(Collected data entries)
BEGIN

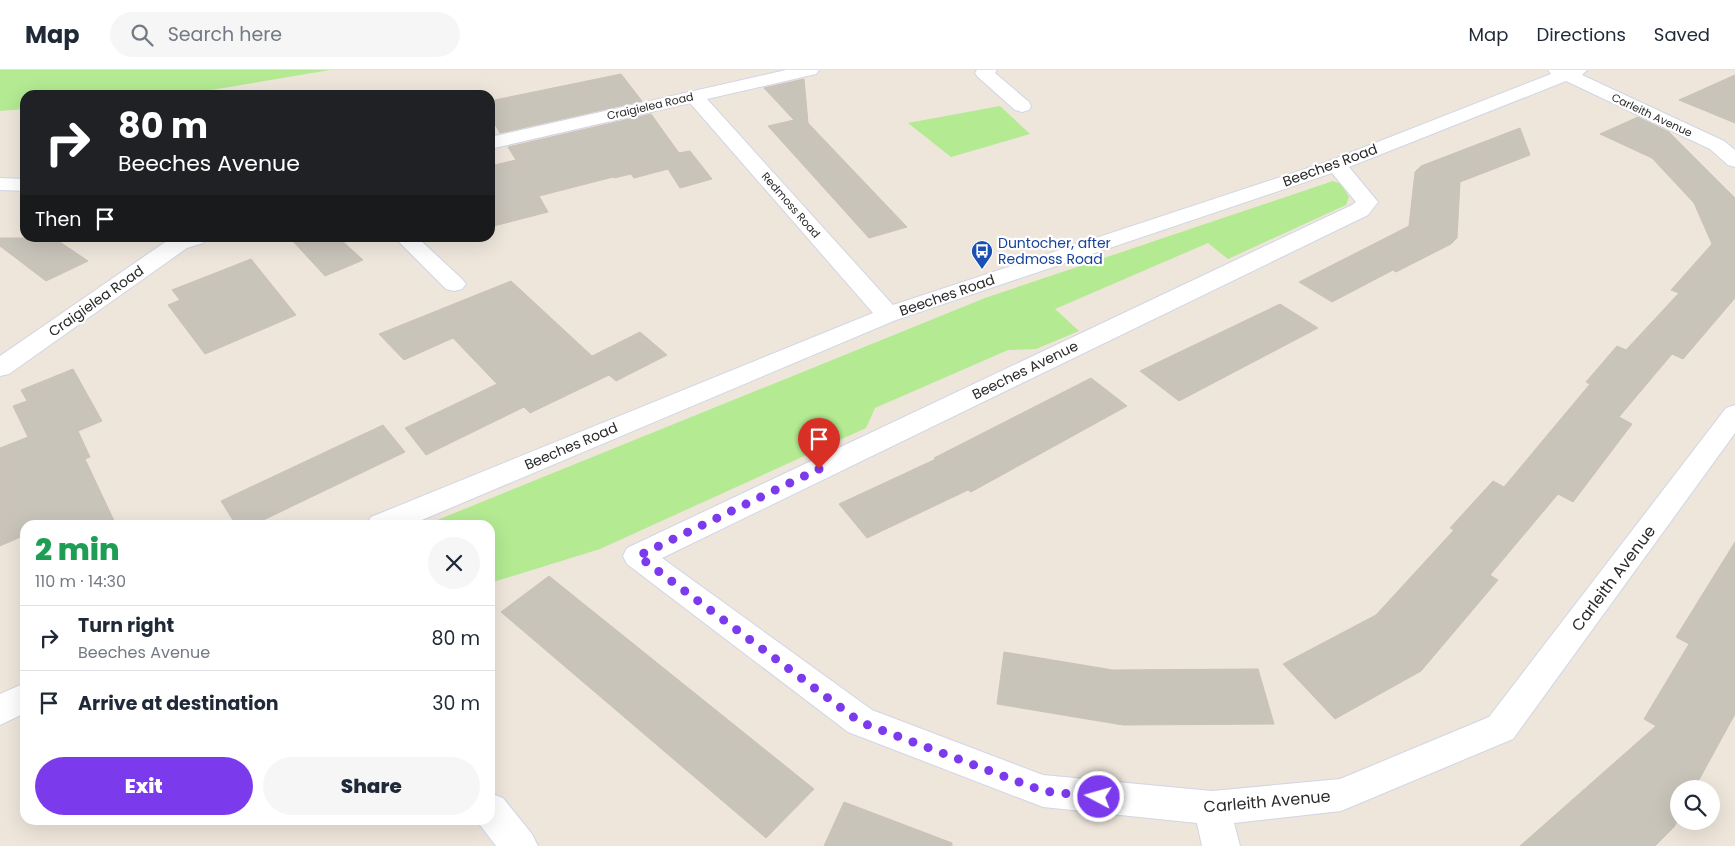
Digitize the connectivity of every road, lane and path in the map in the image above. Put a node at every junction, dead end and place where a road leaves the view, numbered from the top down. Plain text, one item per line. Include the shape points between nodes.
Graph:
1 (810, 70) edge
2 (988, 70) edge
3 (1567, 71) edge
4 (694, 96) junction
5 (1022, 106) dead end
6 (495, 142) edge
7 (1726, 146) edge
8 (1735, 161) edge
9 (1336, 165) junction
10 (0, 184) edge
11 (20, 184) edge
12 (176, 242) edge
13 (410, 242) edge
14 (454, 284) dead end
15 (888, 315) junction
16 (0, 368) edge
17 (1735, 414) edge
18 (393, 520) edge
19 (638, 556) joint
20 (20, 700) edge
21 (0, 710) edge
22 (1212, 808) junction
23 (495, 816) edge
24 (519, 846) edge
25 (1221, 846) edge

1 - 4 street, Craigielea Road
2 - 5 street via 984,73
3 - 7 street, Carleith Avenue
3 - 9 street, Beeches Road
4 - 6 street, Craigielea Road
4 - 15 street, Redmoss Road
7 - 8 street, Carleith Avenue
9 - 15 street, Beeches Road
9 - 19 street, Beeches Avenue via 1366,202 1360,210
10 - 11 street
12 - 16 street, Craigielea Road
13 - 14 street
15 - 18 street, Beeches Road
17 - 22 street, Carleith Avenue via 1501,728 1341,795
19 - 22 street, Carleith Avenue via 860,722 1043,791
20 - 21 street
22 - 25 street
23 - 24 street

END
BEGIN

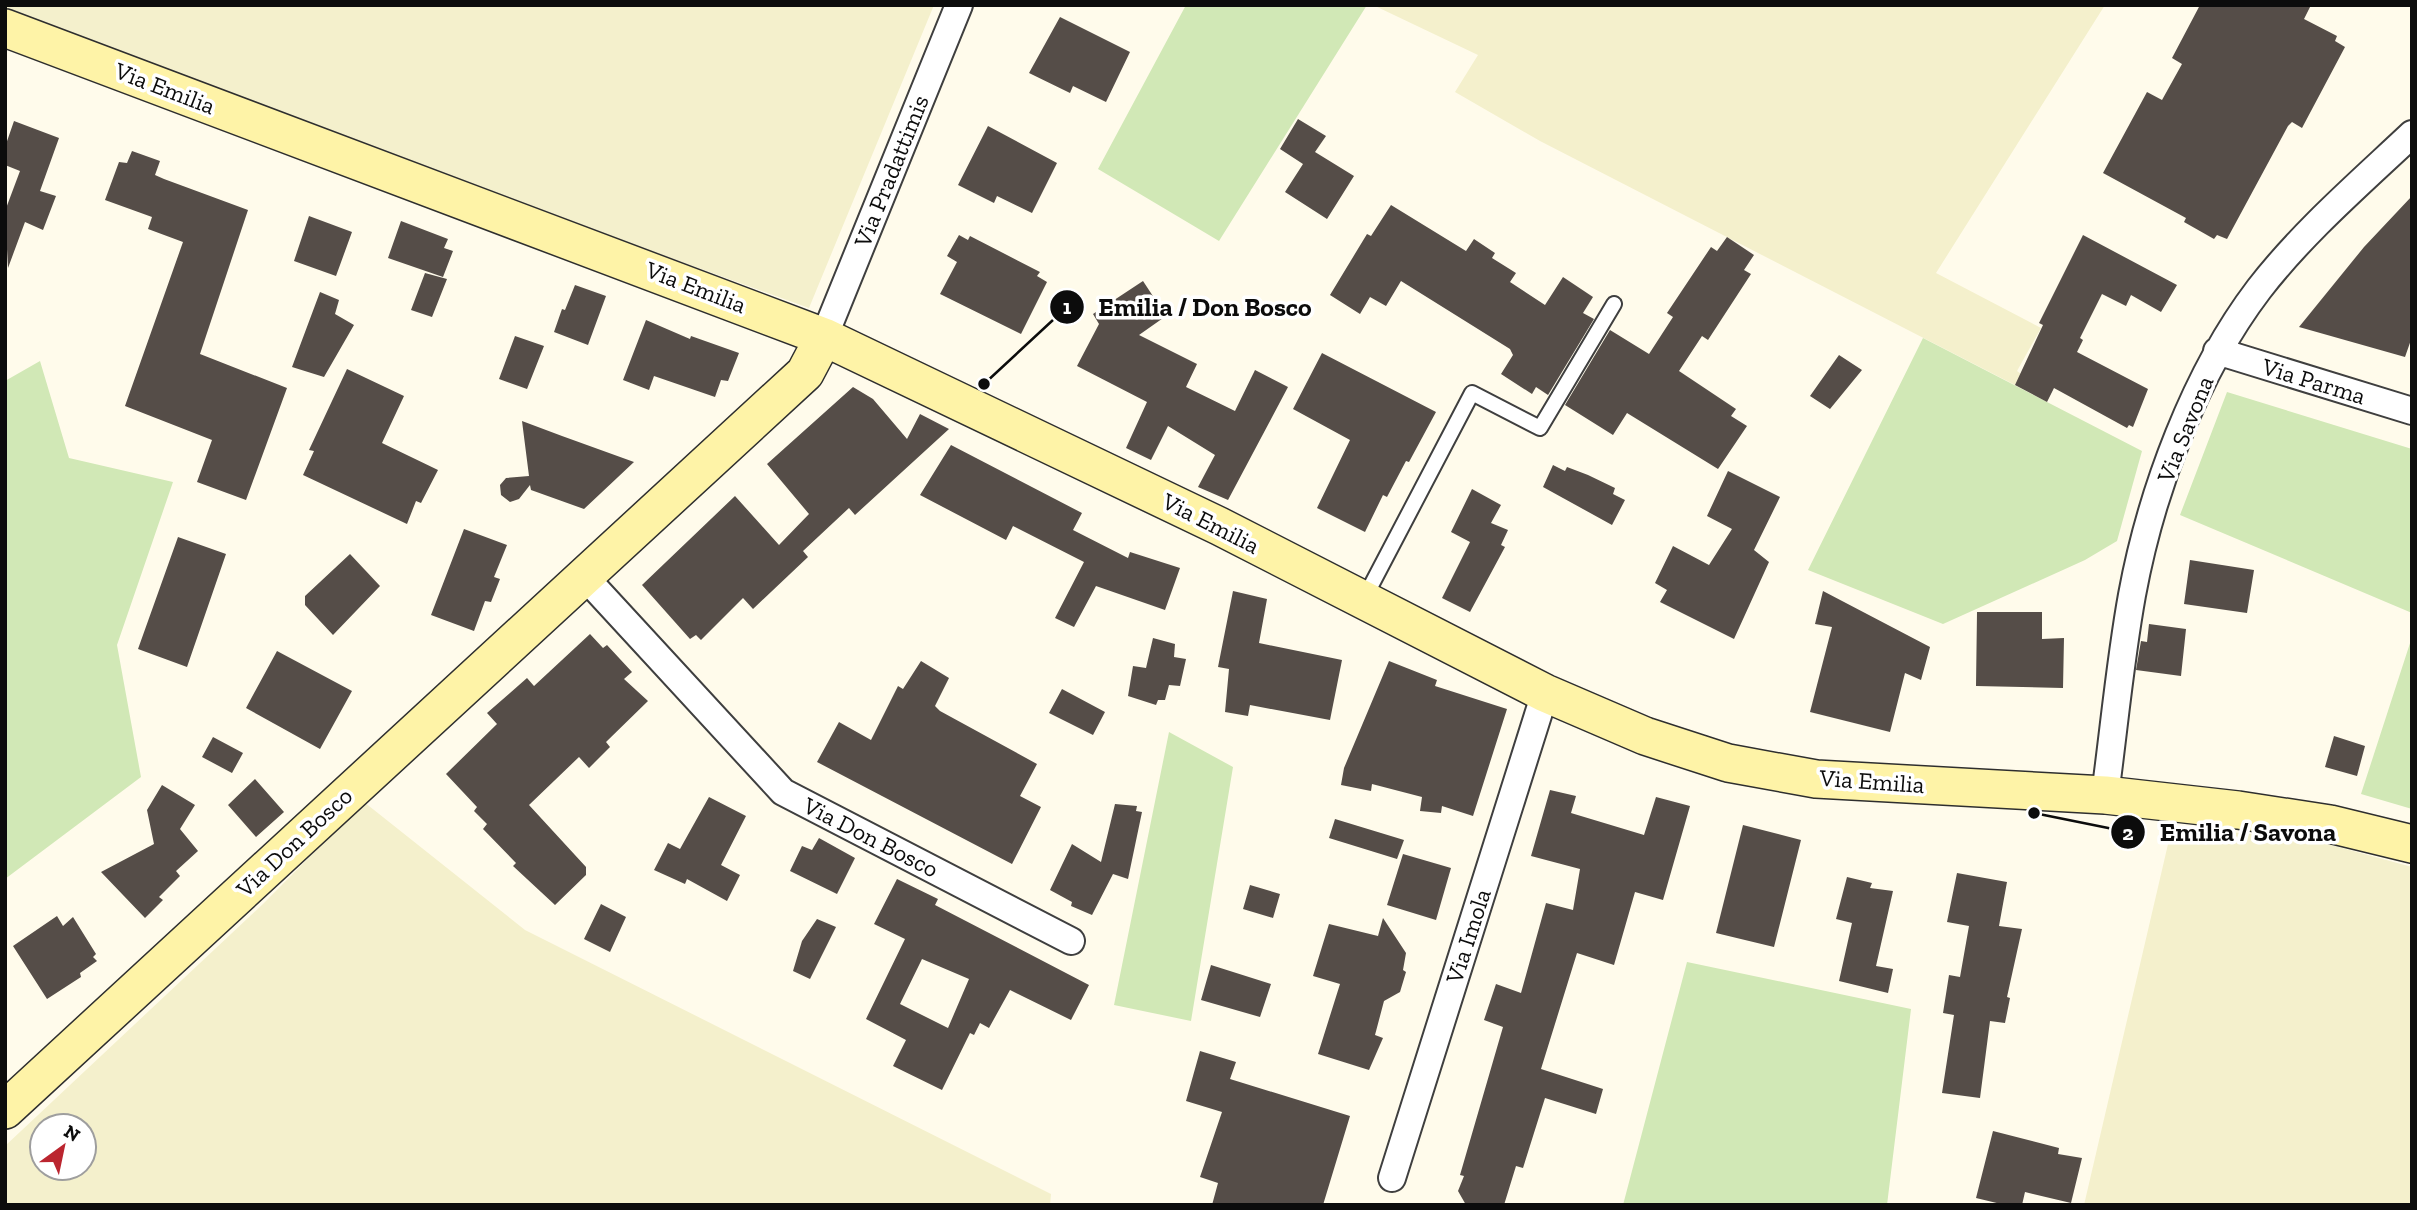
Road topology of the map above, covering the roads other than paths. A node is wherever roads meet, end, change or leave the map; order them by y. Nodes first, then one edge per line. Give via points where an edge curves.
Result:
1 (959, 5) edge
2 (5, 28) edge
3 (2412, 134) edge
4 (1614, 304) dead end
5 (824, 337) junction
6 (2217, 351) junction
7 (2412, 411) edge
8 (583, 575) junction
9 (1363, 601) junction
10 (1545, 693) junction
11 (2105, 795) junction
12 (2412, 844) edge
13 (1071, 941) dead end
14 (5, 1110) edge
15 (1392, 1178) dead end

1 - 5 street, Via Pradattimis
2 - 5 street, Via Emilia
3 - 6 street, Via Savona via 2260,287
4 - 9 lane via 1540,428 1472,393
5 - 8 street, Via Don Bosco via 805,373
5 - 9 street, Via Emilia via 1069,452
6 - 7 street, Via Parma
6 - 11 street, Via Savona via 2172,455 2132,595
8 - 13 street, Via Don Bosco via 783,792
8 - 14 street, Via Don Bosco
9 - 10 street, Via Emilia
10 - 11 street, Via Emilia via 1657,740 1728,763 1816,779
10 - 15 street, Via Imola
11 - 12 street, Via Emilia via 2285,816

END

After reading the records above, say how many lines hold the string "where", using only a number.

## Solution to this task
2